Studio album by Cities Aviv
- Released: January 28, 2014
- Genre: Experimental hip hop; cloud rap;
- Length: 40:20
- Label: Young One Records
- Producer: Cities Aviv; Rpld Ghsts; Blackie; Alexander Odell;

Cities Aviv chronology
| Black Pleasure (2012) | Come to Life (2014) | Your Discretion Is Trust (2015) |

Singles from Come to Life
- "URL IRL" Released: September 26, 2013; "Don't Ever Look Back" Released: January 14, 2014;

= Come to Life (Cities Aviv album) =

Come to Life is the debut studio album by American hip hop musician Cities Aviv, released through Young One Records on January 28, 2014. Cities Aviv produced eight of the album's fifteen tracks himself, with the remaining tracks produced by Rpld Ghsts, Blackie, and Alexander Odell. The album features guest appearances from Abdu Ali and Bizzarh.

The album was supported by two singles: "URL IRL", released on September 26, 2013, and "Don't Ever Look Back", released on January 14, 2014. Both tracks were supported by accompanying music videos, with the video for "URL IRL" released on December 9, 2013, and the video for "Don't Ever Look Back" released on the same day as the single.

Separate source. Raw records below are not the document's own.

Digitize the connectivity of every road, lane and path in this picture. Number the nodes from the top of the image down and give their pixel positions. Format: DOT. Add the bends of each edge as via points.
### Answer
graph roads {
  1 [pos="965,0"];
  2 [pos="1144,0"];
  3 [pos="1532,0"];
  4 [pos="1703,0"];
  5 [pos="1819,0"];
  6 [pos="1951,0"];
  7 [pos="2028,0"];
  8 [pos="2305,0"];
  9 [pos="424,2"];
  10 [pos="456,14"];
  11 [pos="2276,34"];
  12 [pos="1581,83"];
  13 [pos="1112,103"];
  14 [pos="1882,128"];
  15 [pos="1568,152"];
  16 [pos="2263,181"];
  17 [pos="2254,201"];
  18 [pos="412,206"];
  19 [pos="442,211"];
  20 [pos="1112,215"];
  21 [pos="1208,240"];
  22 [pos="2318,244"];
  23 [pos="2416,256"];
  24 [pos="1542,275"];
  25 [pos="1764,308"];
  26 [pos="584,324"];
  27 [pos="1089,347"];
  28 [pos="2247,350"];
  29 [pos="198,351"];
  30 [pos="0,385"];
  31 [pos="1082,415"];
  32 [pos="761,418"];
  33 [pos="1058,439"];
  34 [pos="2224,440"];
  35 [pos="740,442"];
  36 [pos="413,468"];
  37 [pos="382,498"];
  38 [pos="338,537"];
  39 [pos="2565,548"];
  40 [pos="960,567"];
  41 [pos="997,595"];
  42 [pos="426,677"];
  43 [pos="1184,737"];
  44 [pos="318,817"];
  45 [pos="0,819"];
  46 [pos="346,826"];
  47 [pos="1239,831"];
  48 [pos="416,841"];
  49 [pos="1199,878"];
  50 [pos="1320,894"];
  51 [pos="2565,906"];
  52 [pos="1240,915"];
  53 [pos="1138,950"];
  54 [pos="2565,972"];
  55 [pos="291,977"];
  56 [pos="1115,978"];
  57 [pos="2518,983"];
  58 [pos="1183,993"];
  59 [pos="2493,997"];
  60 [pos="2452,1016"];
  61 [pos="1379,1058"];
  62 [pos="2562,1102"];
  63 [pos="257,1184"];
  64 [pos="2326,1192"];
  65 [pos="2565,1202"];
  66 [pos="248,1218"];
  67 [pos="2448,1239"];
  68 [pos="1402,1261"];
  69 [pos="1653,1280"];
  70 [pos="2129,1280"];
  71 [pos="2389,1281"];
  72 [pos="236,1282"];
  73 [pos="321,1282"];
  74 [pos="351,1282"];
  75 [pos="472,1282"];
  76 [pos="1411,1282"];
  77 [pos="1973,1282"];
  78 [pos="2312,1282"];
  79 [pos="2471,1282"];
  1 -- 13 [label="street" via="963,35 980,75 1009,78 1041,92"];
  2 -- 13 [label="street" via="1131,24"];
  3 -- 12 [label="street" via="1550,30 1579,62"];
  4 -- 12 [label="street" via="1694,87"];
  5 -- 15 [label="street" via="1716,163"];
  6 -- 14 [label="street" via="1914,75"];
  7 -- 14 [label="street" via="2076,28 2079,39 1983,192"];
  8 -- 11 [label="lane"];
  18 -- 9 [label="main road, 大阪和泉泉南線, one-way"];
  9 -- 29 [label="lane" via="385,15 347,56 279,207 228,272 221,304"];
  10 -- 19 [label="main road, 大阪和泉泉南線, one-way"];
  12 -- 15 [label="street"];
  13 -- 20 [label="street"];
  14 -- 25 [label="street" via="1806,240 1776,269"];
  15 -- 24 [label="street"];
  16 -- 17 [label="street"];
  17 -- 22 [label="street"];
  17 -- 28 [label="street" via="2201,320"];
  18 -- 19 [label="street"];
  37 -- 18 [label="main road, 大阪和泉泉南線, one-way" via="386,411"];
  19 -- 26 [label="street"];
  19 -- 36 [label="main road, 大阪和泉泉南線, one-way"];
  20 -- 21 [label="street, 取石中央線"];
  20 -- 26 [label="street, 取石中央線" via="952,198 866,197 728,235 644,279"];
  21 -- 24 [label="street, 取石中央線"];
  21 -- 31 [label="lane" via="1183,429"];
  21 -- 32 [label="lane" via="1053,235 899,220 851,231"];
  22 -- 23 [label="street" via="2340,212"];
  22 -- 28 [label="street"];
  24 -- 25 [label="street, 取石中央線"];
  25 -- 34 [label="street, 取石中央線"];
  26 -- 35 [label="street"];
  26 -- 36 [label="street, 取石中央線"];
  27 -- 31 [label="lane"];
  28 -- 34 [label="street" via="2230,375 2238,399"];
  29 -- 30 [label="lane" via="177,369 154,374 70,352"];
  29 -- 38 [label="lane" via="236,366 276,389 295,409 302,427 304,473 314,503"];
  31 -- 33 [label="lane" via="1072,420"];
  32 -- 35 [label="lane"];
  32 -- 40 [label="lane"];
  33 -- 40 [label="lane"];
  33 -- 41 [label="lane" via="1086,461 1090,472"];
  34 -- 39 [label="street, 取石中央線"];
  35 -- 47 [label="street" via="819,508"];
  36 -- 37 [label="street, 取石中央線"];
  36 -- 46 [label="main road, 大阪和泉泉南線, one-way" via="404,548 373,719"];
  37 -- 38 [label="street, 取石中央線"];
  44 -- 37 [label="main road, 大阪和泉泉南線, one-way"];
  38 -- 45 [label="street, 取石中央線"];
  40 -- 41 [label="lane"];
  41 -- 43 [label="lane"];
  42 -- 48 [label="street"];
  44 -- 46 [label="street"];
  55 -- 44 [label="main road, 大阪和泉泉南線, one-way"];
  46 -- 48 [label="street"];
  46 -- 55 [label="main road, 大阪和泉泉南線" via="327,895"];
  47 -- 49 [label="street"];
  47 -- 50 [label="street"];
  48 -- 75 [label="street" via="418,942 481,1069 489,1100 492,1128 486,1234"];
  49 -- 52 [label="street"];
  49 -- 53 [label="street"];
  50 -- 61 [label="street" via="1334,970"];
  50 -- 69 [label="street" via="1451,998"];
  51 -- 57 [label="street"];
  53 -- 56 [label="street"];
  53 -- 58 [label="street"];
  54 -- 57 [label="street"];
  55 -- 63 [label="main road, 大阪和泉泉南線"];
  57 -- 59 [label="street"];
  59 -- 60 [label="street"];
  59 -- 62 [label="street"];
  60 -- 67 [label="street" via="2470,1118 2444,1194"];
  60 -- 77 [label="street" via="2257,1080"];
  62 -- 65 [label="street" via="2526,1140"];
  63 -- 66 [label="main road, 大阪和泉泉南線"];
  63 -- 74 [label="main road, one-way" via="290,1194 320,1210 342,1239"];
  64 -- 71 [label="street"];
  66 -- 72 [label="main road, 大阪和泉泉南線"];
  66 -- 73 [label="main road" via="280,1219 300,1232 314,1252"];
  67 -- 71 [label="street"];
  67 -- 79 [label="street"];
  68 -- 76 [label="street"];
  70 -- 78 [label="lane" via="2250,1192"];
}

Come to Life received generally positive reviews from music critics, who praised its production style, Cities Aviv's vocals, and the album's themes.

== Background and recording ==
Prior to Come to Life, Cities Aviv had previously released two mixtapes: Digital Lows (2011) and Black Pleasure (2012). The attention these mixtapes garnered led to him signing a deal with Young One Records, a subsidiary of Partisan Records. Cities Aviv did not want the record to be strictly any genre, steering away from the dark wave descriptor while taking inspiration from punk songs for his vocal delivery. He described the album's approach as being simultaneously masculine and feminine, stating in an interview with Fader that he intentionally sampled songs with female vocal tracks, as well as pitching up male ones, "because I feel like a lot of the themes from older songs—even if it’s a male approach to a relationship or something, the energy is very feminine, and it’s like, Oh girl, you don’t want to try to lay with me tonight? Even though that seems like a male approach, it’s very feminine in this longing for this connection."

In a November 2021 interview with Post-Trash, Cities Aviv revealed that Come to Life was the last album he had recorded inside of a recording studio:The last record I did in a proper studio was Come to Life, which was fun. I tried to make that as homey as possible. Me and the guy would meet up, smoke some weed, and then kick it for like an hour before we would even jump into tracks. The songs would get done in 10 to 15 minutes—it was like boom, boom, boom, knocking them out. But I prefer the comfort you get from doing it in your dwelling space. The mind can travel and be relaxed and the mania can come out. Whereas if you're locked in some weird ass studio, you're subject to their rules, you know what I mean?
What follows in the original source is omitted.